Promethean I Master, Ltd.(30)

   0    0    239,395    239,395    —      —  

(29) Sandelman Partners, LP has sole voting and dispositive power over the registrable securities. Sandelman Partners, LP’s General Partner is Sandelman Partners GP, LLC, whose Managing Member is Jonathan Sandelman.
(30) Promethean Asset Management, LLC, a New York limited liability company, serves as investment manager to Promethean I Master Fund, Ltd. (“Promethean I”) and the trading advisor for Lyxor/Gala II Fund Ltd. (“Lyxor”) and may be deemed to share beneficial ownership of the shares beneficially owned by Promethean I and Lyxor, as a result of Promethean’s power to vote and dispose of securities in each of Promethean I and Lyxor. The ownership information for each of these two selling stockholders does not include the ownership information for the other. Promethean disclaims beneficial ownership of the shares beneficially owned by Promethean I and Lyxor, and each of Promethean I and Lyxor disclaims beneficial ownership of the shares beneficially owned by the other. James F. O’Brien, Jr. indirectly controls Promethean Asset Management, LLC. Mr. O’Brien disclaims beneficial ownership of the shares beneficially owned by Promethean, Promethean I and Lyxor.

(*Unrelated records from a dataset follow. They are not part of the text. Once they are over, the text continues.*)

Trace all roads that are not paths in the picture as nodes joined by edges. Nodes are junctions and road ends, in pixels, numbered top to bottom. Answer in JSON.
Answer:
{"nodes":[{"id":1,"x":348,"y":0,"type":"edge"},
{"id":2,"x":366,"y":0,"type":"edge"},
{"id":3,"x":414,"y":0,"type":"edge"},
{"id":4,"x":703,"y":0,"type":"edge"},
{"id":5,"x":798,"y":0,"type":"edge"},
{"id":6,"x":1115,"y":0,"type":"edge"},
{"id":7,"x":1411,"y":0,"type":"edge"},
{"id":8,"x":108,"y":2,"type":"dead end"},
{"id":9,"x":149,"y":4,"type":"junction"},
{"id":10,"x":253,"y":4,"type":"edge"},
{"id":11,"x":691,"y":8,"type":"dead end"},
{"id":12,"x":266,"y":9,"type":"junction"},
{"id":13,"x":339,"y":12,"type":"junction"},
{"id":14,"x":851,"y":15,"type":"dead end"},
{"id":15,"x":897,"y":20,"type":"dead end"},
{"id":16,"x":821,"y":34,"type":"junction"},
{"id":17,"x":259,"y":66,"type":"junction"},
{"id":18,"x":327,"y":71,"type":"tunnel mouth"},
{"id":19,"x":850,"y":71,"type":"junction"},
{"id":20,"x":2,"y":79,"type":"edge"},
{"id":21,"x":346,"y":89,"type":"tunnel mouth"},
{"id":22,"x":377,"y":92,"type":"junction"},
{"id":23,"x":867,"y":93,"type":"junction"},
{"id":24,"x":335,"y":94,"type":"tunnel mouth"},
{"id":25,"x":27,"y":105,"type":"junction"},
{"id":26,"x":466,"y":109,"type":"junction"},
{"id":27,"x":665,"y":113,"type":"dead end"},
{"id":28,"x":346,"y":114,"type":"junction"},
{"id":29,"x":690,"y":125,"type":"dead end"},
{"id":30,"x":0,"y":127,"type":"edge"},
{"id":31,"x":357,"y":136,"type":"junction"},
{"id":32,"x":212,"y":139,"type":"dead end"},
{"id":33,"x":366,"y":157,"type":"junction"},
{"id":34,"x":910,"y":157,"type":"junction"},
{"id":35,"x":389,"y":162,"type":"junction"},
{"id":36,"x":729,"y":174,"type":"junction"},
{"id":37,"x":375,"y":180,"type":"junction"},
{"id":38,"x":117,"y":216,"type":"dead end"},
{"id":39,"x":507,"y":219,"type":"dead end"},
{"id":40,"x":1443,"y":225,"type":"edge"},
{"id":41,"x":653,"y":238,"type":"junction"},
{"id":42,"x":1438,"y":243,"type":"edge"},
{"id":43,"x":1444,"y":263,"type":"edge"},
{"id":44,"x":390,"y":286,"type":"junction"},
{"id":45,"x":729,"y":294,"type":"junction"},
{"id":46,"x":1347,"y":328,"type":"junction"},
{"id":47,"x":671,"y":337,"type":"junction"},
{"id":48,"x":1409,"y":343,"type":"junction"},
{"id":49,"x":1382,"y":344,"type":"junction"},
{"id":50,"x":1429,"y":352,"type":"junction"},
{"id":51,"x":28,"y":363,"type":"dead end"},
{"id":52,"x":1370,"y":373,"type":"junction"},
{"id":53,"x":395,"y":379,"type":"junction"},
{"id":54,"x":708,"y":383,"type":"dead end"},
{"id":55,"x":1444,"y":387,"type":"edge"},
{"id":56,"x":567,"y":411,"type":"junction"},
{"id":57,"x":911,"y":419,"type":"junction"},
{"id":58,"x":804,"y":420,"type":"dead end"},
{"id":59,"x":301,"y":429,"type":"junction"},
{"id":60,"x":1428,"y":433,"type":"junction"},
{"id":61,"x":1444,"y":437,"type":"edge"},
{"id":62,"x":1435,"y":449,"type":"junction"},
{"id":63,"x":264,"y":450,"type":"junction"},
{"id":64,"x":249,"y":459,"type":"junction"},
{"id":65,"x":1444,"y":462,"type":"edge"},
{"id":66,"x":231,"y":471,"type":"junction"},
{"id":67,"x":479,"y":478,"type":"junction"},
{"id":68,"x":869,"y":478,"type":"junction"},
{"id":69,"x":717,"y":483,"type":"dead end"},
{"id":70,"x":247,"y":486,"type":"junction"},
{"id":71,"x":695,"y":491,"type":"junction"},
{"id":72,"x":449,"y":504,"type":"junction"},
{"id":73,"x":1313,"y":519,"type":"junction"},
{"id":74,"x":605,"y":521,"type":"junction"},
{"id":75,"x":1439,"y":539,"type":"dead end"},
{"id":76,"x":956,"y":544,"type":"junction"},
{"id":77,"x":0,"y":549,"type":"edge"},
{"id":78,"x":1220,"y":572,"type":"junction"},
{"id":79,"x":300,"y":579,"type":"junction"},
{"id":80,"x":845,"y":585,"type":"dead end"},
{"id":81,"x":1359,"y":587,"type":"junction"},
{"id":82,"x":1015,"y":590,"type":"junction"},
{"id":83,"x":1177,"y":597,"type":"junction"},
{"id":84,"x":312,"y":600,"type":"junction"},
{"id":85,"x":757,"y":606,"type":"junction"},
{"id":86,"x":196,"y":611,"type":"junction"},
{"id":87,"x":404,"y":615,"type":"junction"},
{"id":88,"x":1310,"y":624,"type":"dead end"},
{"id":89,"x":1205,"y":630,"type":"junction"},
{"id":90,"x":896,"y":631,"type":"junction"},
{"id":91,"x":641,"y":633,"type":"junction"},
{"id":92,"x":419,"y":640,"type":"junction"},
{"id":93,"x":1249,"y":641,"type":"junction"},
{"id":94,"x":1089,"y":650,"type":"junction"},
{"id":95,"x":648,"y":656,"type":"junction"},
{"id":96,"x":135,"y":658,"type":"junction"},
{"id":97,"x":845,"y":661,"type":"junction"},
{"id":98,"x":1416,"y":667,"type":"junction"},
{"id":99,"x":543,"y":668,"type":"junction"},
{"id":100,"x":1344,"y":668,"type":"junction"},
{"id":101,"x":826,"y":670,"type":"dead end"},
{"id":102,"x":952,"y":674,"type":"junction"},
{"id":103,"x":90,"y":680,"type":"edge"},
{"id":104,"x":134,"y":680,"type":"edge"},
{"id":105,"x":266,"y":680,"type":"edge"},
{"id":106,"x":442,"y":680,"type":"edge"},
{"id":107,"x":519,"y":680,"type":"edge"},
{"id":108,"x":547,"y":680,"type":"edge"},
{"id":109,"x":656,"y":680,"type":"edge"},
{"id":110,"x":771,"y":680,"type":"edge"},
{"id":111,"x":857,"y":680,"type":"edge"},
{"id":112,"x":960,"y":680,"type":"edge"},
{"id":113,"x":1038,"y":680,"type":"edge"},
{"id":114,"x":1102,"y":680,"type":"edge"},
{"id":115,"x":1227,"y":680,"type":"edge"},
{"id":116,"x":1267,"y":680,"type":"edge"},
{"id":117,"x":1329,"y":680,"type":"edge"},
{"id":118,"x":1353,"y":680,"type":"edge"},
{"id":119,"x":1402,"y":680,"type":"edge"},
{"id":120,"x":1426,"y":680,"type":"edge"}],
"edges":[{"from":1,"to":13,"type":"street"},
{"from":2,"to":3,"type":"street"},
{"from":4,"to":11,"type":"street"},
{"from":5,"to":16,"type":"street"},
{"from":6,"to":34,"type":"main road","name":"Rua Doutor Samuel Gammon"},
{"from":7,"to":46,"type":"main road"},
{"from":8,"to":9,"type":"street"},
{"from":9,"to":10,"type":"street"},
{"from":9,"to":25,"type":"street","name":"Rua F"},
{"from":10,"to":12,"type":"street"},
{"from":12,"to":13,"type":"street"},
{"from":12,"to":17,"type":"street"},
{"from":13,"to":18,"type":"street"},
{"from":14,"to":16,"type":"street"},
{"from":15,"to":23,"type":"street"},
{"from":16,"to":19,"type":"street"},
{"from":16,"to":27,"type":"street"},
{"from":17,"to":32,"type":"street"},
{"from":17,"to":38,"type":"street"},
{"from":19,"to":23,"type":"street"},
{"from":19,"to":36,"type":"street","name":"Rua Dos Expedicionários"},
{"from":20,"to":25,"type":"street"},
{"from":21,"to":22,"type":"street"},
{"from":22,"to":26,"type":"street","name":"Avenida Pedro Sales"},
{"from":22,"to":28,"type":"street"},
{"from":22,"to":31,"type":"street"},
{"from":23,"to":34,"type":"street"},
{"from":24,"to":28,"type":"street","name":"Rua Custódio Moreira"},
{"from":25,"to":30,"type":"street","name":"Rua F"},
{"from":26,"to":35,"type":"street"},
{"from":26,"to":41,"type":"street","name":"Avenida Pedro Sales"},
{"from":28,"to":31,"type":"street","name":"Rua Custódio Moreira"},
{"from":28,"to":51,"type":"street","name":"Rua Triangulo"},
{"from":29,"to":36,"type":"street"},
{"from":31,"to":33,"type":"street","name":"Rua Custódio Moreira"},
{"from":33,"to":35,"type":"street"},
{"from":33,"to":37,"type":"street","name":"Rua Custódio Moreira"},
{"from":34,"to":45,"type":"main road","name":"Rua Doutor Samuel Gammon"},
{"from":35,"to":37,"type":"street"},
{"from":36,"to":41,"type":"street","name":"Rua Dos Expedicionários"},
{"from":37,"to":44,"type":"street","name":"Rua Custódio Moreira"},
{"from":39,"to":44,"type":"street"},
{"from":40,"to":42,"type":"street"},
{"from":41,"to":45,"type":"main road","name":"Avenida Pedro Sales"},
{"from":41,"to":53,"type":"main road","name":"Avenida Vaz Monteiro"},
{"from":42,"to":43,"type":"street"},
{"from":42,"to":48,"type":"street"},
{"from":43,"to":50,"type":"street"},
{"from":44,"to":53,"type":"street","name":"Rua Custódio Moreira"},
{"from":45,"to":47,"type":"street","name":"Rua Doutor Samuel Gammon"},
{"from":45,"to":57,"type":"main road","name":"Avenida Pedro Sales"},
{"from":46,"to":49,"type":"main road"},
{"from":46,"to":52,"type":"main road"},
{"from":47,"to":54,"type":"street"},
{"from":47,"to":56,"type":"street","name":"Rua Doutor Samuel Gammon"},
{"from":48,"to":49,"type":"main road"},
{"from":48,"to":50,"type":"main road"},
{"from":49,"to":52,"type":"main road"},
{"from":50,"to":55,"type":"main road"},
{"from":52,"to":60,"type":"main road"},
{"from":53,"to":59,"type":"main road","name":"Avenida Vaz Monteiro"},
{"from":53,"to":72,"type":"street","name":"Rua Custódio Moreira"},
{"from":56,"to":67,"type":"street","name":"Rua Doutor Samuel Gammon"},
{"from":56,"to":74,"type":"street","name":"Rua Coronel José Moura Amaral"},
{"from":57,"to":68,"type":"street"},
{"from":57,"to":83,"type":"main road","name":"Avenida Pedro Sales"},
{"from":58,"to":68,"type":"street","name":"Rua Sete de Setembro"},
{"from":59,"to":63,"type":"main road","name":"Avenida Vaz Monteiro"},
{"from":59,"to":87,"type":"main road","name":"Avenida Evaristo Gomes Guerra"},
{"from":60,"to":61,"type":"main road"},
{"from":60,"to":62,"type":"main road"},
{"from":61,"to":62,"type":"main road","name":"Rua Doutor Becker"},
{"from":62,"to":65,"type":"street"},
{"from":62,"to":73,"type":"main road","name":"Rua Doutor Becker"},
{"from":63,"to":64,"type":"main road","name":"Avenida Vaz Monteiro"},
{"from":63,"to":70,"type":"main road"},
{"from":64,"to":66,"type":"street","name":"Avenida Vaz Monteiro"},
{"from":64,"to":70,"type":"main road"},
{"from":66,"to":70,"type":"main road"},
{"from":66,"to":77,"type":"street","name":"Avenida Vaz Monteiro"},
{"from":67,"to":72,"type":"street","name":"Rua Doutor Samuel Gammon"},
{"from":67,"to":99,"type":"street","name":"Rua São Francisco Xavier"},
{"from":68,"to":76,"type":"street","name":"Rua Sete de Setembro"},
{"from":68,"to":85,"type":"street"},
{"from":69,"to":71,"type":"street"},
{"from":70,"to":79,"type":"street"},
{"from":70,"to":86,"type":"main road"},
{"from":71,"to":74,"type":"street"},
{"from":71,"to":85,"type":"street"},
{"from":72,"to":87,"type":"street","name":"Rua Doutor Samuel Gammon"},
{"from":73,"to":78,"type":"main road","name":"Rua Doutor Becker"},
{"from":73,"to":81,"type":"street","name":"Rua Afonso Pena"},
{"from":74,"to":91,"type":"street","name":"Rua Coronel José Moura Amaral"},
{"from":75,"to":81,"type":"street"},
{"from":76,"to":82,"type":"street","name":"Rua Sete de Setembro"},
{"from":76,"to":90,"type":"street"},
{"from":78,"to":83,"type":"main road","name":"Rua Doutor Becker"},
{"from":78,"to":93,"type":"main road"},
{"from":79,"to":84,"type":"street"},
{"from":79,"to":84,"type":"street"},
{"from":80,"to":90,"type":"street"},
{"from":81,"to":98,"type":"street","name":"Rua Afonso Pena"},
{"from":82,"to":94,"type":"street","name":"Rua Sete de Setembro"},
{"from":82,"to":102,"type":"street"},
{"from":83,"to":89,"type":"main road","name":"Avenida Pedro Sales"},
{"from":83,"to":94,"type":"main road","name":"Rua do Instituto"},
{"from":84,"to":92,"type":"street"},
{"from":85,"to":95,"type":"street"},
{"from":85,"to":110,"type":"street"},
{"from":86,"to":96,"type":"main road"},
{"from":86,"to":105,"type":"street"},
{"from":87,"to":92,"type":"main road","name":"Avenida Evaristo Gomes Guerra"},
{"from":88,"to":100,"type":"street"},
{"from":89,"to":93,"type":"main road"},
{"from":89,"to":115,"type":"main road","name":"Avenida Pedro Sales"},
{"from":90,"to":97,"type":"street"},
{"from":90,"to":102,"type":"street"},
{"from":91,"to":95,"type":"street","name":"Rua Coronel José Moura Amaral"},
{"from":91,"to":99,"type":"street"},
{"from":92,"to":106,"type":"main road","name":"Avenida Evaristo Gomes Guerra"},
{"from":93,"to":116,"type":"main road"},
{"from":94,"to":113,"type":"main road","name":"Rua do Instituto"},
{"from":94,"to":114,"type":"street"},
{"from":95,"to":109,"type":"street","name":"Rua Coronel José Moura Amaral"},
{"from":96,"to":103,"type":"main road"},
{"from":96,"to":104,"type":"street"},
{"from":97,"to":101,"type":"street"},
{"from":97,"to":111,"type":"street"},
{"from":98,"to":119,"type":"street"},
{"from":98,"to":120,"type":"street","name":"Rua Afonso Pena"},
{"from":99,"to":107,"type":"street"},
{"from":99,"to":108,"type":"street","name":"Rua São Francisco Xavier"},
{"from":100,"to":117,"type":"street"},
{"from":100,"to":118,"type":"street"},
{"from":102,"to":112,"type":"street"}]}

Information concerning the selling stockholders may change from time to time and any changed information will be set forth in supplements to the prospectus if and when necessary.

Investing in our common stock involves a high degree of risk. Please carefully consider the “Risk Factors” beginning on page 5 of the prospectus.

Neither the Securities and Exchange Commission nor any state securities commission has approved or disapproved these securities or passed upon the adequacy or accuracy of this prospectus supplement or the prospectus. Any representation to the contrary is a criminal offense.

The date of this prospectus supplement is March 30, 2007.